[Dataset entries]
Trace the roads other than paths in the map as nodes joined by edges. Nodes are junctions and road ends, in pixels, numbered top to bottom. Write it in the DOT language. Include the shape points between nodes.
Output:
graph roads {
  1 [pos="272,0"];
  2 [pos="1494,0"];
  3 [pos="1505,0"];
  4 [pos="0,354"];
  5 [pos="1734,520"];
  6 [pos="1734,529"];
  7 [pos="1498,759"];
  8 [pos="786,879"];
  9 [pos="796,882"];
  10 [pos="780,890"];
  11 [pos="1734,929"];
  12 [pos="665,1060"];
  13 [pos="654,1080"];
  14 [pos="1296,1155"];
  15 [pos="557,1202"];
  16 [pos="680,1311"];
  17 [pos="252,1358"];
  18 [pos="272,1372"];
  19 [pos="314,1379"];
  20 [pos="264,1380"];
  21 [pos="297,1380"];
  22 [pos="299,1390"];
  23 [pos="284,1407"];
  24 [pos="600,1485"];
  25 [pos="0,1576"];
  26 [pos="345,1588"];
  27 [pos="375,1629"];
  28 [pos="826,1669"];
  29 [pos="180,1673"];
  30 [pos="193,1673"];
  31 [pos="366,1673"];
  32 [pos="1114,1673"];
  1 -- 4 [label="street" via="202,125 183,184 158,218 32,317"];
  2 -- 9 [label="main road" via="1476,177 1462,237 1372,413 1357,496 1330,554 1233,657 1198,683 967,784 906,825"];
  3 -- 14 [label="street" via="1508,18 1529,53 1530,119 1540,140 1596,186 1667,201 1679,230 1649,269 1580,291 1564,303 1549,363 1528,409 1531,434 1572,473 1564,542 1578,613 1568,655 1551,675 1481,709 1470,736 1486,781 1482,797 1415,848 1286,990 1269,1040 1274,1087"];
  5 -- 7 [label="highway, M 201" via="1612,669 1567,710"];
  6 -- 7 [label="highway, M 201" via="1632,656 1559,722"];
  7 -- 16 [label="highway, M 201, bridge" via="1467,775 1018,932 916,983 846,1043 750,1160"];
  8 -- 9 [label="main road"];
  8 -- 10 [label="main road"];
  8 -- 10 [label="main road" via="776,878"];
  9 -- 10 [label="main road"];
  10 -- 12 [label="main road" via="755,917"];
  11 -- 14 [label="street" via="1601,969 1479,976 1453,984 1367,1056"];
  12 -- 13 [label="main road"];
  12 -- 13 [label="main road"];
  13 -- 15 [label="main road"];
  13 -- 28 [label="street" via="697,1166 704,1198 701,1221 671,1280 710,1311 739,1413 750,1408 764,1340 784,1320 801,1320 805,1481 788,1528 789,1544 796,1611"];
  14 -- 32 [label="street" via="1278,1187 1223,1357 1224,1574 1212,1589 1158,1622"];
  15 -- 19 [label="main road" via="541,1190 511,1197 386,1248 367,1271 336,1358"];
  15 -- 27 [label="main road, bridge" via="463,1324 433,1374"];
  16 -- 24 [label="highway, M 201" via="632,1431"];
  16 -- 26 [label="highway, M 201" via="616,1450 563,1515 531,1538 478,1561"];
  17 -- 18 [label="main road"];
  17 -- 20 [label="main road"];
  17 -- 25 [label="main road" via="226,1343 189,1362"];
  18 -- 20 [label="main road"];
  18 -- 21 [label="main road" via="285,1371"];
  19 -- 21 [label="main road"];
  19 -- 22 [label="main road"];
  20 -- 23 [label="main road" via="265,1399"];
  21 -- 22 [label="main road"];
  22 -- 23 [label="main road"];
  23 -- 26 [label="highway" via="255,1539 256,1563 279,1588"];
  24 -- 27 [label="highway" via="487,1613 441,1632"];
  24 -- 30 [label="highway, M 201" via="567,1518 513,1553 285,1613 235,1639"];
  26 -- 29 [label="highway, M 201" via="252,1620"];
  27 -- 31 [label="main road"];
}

# PROBLEM STATEMENT
Pull out all lines of the data with the string "roads".

# WRITTEN RESPONSE
Trace the roads other than paths in the map as nodes joined by edges. Nodes are junctions and road ends, in pixels, numbered top to bottom. Write it in the DOT language. Include the shape points between nodes.
graph roads {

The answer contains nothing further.